Once the pictures are removed, output the remaining entries exactly as given.
╭─ Dataset extract
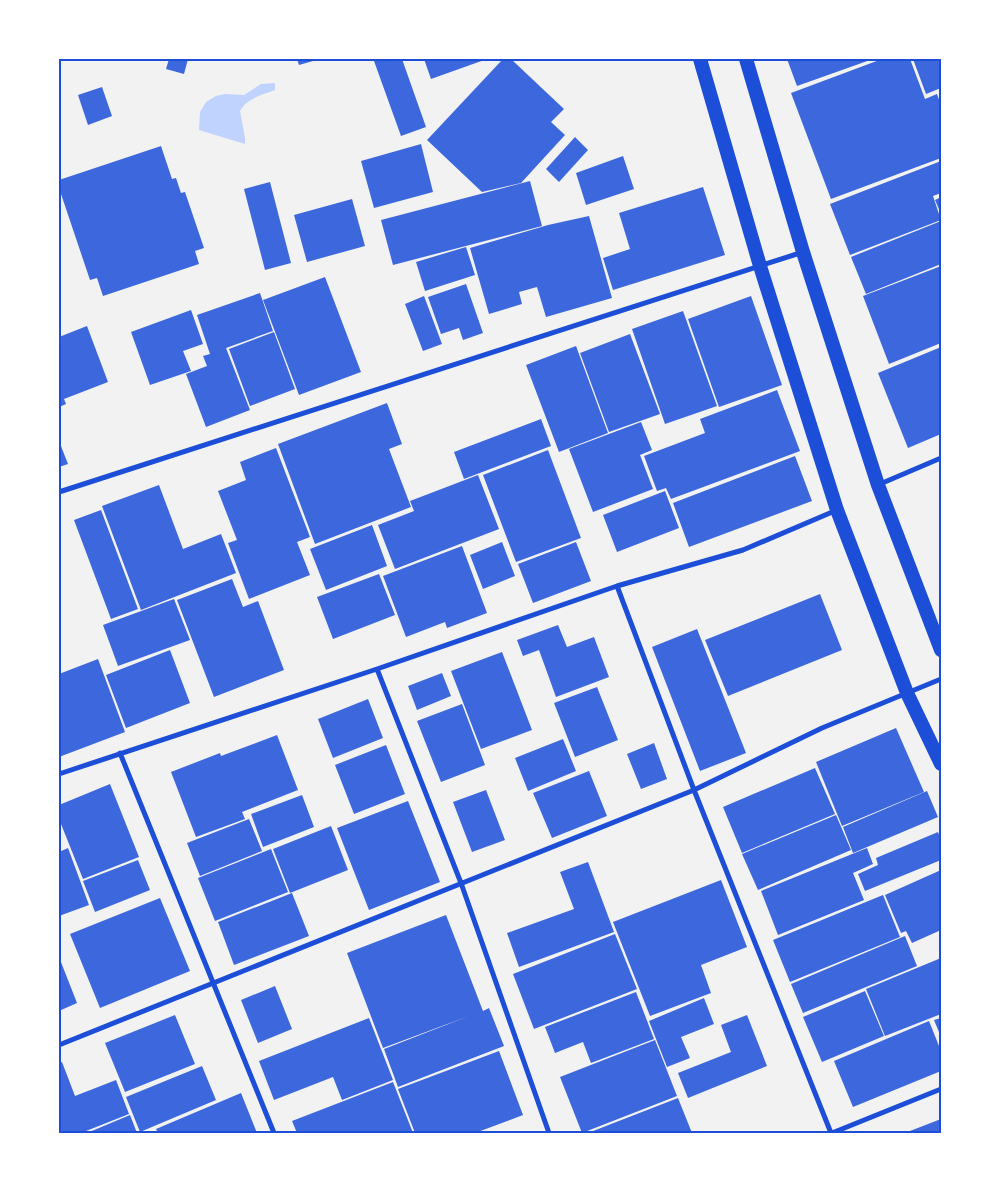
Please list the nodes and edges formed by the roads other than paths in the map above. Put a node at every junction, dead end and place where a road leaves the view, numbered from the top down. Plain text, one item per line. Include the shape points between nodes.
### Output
1 (700, 59) edge
2 (746, 59) edge
3 (803, 252) junction
4 (760, 266) junction
5 (941, 458) edge
6 (878, 485) junction
7 (59, 492) edge
8 (837, 510) junction
9 (617, 586) junction
10 (941, 650) edge
11 (377, 668) junction
12 (941, 679) edge
13 (907, 693) junction
14 (120, 753) junction
15 (941, 764) edge
16 (59, 774) edge
17 (694, 790) junction
18 (461, 884) junction
19 (212, 984) junction
20 (59, 1045) edge
21 (941, 1089) edge
22 (274, 1133) edge
23 (549, 1133) edge
24 (831, 1133) edge

1 - 4 highway
2 - 3 highway
3 - 4 street
3 - 6 highway
4 - 7 street
4 - 8 highway
5 - 6 street
6 - 10 highway
8 - 9 street via 743,550
8 - 13 highway
9 - 11 street
9 - 17 street
11 - 14 street
11 - 18 street
12 - 13 street
13 - 15 highway
13 - 17 street via 822,728
14 - 16 street
14 - 19 street
17 - 18 street
17 - 24 street
18 - 19 street
18 - 23 street
19 - 20 street
19 - 22 street
21 - 24 street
╰─
(Written reply):
Please list the nodes and edges formed by the roads other than paths in the map above. Put a node at every junction, dead end and place where a road leaves the view, numbered from the top down. Plain text, one item per line. Include the shape points between nodes.
### Output
1 (700, 59) edge
2 (746, 59) edge
3 (803, 252) junction
4 (760, 266) junction
5 (941, 458) edge
6 (878, 485) junction
7 (59, 492) edge
8 (837, 510) junction
9 (617, 586) junction
10 (941, 650) edge
11 (377, 668) junction
12 (941, 679) edge
13 (907, 693) junction
14 (120, 753) junction
15 (941, 764) edge
16 (59, 774) edge
17 (694, 790) junction
18 (461, 884) junction
19 (212, 984) junction
20 (59, 1045) edge
21 (941, 1089) edge
22 (274, 1133) edge
23 (549, 1133) edge
24 (831, 1133) edge

1 - 4 highway
2 - 3 highway
3 - 4 street
3 - 6 highway
4 - 7 street
4 - 8 highway
5 - 6 street
6 - 10 highway
8 - 9 street via 743,550
8 - 13 highway
9 - 11 street
9 - 17 street
11 - 14 street
11 - 18 street
12 - 13 street
13 - 15 highway
13 - 17 street via 822,728
14 - 16 street
14 - 19 street
17 - 18 street
17 - 24 street
18 - 19 street
18 - 23 street
19 - 20 street
19 - 22 street
21 - 24 street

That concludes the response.